This processor is responsible for performing filtering operations on incoming dataset, e.g., equals, contains, not-null, ranges, matches, starts-with, ends-with, etc. It uses spark expression language for constructing filter criteria.
Configuring Expression Filter for Spark pipelines
To add an Expression Filter processor into your pipeline, drag the processor to the canvas and right click on it to configure
.
Field |
Description |
---|---|
Expression |
Provide SQL expression using SparkSQL functions, that evaluates to true/false, e.g., sqrt(ceil(TXN_ID))>2.0 will return either true or false.
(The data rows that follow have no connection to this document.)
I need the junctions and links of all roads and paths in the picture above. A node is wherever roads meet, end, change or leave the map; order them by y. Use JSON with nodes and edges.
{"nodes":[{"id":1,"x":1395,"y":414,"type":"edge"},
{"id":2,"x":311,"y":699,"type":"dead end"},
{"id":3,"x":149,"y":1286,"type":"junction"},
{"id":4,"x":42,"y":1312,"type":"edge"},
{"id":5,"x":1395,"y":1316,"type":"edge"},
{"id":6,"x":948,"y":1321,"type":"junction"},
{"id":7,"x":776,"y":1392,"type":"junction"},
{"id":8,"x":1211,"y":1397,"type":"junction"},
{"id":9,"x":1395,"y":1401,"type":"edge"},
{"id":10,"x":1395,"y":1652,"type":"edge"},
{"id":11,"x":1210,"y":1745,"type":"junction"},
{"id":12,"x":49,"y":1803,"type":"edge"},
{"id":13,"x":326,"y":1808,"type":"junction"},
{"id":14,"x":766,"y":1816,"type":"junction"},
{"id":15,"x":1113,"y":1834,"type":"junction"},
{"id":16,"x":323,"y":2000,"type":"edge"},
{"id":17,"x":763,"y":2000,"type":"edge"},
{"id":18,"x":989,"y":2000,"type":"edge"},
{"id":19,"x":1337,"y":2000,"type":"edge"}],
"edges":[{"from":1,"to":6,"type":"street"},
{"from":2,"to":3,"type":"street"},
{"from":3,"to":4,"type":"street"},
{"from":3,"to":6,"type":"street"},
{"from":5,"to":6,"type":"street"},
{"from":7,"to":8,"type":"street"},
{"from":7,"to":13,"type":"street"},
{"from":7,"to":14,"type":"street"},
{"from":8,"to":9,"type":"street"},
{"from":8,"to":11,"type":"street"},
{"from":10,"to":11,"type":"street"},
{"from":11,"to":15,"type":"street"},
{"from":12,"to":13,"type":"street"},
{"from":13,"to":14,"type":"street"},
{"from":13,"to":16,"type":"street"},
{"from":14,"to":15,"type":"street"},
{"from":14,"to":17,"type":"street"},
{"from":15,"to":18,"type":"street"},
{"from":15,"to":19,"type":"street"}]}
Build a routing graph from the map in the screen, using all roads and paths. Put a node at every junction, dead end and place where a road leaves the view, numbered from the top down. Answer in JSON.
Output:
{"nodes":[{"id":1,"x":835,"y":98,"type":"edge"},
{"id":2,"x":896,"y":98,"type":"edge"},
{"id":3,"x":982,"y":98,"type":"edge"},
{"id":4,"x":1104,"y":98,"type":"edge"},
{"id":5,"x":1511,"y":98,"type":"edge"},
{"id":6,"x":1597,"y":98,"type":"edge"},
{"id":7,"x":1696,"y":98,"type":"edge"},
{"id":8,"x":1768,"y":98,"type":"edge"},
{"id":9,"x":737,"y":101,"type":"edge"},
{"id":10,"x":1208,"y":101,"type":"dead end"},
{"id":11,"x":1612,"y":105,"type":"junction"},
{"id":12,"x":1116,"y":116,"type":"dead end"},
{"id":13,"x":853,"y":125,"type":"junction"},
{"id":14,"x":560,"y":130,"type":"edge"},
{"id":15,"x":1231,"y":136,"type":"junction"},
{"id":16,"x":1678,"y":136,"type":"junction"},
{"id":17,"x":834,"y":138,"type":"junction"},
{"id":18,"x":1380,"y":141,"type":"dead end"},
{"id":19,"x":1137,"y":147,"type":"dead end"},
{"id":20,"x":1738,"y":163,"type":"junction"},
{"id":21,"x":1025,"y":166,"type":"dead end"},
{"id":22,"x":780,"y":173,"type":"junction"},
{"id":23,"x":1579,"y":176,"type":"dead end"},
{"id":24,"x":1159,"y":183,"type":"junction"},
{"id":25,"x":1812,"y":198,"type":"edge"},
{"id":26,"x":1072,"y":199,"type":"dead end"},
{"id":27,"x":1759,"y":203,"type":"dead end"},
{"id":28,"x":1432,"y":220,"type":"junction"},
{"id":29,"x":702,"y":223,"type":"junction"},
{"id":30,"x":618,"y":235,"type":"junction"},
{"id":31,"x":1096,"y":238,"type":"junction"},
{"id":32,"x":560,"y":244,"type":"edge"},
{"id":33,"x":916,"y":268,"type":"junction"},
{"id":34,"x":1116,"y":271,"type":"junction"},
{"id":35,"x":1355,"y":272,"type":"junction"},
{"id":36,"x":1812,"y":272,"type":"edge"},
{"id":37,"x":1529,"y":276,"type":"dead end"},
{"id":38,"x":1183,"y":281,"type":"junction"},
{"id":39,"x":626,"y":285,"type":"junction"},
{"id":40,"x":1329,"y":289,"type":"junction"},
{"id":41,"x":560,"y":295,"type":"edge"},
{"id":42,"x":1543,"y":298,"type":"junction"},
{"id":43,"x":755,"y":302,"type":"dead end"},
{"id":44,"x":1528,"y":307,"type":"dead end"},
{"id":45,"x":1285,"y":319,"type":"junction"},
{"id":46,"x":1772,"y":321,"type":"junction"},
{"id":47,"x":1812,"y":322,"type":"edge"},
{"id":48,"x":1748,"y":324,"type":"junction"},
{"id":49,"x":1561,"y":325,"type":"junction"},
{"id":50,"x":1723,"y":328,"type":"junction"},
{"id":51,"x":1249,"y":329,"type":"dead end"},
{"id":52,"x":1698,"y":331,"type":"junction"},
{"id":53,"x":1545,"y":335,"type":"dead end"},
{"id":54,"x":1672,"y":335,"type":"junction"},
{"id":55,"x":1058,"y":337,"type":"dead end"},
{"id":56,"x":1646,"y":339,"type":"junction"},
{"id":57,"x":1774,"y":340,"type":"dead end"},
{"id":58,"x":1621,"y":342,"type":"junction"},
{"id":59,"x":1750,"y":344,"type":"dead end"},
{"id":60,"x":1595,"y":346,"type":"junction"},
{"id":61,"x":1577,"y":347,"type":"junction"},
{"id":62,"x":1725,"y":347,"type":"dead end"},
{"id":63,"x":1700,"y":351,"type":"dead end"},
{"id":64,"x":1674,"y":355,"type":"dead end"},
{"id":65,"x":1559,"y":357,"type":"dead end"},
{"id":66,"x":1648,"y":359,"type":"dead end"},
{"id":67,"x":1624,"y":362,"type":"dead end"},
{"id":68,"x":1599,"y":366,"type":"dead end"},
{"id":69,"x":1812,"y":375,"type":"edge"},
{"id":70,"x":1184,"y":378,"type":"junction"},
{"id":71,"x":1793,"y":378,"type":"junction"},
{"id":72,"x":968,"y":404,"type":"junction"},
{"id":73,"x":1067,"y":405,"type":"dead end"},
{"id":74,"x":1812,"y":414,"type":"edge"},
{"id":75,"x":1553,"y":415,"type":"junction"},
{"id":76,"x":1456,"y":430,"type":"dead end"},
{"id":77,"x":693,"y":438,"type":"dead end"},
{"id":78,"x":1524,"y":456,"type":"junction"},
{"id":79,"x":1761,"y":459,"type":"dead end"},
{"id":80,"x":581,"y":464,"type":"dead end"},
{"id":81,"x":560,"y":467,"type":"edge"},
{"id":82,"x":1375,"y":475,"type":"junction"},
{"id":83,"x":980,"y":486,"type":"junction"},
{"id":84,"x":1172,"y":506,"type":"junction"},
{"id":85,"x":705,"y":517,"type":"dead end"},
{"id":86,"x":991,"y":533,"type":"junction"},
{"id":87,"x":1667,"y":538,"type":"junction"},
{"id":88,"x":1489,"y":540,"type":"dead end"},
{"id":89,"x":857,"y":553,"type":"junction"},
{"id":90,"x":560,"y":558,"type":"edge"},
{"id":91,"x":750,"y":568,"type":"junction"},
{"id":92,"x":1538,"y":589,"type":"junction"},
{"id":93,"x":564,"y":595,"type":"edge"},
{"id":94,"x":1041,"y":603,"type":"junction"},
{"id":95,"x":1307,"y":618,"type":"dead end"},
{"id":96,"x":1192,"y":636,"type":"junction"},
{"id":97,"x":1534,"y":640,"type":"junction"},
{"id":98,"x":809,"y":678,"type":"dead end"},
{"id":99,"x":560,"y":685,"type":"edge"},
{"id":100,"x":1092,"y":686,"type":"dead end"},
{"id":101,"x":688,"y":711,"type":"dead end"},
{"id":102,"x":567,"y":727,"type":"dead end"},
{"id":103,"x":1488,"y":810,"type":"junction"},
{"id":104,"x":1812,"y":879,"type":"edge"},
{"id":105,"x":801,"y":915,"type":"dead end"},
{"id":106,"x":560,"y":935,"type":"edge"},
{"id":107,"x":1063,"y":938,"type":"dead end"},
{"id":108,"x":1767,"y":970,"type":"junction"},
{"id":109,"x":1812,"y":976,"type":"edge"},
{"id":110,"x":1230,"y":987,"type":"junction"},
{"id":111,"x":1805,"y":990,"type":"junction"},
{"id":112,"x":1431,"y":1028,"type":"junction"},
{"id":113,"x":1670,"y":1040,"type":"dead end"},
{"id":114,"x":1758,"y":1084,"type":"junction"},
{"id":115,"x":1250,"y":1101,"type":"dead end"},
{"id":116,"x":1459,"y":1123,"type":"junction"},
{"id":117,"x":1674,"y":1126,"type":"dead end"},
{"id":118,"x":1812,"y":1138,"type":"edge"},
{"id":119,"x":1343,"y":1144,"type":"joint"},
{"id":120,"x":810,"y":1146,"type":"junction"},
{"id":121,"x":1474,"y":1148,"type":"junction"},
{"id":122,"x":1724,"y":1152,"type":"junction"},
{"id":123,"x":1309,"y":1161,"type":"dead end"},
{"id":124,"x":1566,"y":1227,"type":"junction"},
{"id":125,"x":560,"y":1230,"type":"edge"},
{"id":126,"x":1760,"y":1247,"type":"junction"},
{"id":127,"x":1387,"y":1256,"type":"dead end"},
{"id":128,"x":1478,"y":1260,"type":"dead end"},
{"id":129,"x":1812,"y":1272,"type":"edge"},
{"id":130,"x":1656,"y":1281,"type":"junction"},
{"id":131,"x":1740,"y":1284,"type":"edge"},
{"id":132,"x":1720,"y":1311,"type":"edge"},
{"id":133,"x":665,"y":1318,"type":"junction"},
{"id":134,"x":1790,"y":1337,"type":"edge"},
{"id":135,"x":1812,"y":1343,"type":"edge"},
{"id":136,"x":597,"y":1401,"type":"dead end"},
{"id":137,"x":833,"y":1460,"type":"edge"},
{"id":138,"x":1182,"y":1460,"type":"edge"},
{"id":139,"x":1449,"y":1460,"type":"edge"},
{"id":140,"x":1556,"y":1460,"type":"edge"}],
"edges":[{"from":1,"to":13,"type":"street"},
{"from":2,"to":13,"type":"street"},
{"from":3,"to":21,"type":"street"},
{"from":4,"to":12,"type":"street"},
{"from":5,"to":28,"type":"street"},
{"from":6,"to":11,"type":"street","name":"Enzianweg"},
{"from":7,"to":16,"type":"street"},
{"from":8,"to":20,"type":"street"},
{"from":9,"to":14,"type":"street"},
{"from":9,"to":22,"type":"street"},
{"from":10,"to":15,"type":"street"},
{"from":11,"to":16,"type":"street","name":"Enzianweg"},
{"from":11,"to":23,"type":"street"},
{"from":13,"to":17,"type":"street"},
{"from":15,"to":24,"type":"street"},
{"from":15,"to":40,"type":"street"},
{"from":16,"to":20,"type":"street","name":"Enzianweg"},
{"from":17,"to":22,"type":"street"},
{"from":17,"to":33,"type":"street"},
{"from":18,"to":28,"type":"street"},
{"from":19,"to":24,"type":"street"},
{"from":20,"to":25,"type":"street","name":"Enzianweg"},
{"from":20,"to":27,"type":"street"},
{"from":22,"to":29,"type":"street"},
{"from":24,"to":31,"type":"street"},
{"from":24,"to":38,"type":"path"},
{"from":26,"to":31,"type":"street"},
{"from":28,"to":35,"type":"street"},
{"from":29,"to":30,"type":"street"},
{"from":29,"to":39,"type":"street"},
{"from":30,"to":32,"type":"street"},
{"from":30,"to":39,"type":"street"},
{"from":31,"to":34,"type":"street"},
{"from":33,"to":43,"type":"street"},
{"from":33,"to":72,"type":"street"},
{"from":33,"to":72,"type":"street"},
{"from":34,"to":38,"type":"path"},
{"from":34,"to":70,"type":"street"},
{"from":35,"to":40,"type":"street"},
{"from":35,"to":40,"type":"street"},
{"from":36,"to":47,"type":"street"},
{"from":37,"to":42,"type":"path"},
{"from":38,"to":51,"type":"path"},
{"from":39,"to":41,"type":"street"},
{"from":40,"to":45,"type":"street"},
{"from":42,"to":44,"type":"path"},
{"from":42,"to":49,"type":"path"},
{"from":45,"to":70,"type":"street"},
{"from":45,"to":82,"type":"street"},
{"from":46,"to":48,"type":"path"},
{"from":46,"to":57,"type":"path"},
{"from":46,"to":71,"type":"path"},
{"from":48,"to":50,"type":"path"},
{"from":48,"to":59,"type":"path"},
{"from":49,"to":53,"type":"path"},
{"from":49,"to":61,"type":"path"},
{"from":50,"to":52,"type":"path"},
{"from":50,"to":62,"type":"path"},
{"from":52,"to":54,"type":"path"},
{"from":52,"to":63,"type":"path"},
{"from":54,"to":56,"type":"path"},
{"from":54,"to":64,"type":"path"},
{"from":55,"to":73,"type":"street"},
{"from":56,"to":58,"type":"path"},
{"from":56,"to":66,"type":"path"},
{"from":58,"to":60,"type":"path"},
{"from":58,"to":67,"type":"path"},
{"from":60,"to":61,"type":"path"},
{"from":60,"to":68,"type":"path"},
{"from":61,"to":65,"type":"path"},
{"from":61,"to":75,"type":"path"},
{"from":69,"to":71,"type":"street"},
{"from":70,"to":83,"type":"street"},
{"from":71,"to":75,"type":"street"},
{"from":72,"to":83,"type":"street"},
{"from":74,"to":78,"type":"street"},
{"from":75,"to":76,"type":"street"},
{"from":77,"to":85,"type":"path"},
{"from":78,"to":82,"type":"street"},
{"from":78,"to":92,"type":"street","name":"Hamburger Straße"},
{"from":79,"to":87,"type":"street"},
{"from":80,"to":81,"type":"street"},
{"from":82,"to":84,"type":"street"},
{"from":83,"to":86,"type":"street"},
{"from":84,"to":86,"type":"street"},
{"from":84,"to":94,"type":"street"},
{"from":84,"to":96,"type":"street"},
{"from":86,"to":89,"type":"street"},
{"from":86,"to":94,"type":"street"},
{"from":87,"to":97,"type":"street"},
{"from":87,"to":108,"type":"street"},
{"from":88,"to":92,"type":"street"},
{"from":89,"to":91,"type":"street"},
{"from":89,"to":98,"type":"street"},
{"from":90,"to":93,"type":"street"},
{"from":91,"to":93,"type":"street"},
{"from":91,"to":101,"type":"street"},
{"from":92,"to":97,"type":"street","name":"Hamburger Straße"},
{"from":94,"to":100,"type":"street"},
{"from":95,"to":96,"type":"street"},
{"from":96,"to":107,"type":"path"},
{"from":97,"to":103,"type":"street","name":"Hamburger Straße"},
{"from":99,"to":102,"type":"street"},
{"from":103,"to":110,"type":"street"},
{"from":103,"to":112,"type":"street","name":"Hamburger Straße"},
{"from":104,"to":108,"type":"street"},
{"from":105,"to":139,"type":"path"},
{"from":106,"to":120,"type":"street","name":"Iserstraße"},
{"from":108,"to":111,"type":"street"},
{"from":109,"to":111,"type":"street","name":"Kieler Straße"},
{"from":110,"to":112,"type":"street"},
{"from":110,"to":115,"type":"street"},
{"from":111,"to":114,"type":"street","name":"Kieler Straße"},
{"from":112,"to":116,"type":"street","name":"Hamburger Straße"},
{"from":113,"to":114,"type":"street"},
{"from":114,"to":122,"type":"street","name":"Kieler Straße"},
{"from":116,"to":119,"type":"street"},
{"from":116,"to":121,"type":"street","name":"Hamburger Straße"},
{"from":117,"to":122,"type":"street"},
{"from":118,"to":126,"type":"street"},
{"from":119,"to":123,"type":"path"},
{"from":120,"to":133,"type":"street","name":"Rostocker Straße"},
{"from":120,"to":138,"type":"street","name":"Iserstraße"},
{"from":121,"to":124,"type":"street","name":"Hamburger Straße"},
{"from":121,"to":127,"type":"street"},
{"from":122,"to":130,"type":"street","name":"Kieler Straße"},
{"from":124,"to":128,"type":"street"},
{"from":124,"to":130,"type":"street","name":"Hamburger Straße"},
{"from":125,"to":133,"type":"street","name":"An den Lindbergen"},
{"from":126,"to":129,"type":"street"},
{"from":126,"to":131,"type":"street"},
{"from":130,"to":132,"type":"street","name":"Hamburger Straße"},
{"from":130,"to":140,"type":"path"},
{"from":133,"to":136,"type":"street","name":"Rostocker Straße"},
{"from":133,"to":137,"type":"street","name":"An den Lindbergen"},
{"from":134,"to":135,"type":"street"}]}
Rows which satisfy the criteria, e.g. return true, will remain in stream and rest will be filtered out. Note: Enclose string literal/constant values inside single quotes e.g. ‘John’, ‘Suite 130 Los Gatos, CA 95032, US’. |
Validate |
Validate the expressions applied on the column. |
You can apply any transformation and the list of functions that can be applied are all listed in the right table, as shown in the figure.
Data filtering is required to refine the datasets so that you simply get what you need excluding other data that can be repetitive, irrelevant or sensitive. Different type of filters can be used to query results or other kind of information.
The Filter processor is used to display specific records by using filter criterion. For example, you can define the Filter rule: grade contains “software” and name contains “Mike”. The system will fetch all the records which meet this criteria.
Configuring Filter processor for Spark pipelines
To add a Filter processor into your pipeline, drag the processor to the canvas and right click on it to configure.
Field |
Description |
---|---|
Config Fields |
Enables to create local variables |
Load From Template |
Select the template from the list.
Only those templates will be visible in the drop down list that are created globally or within that workspace. |
Reload Template |
Enables to load the latest template configuration. |
Sync with Source Template |
If selected, changes done in source template will be reflected in Filter component configuration.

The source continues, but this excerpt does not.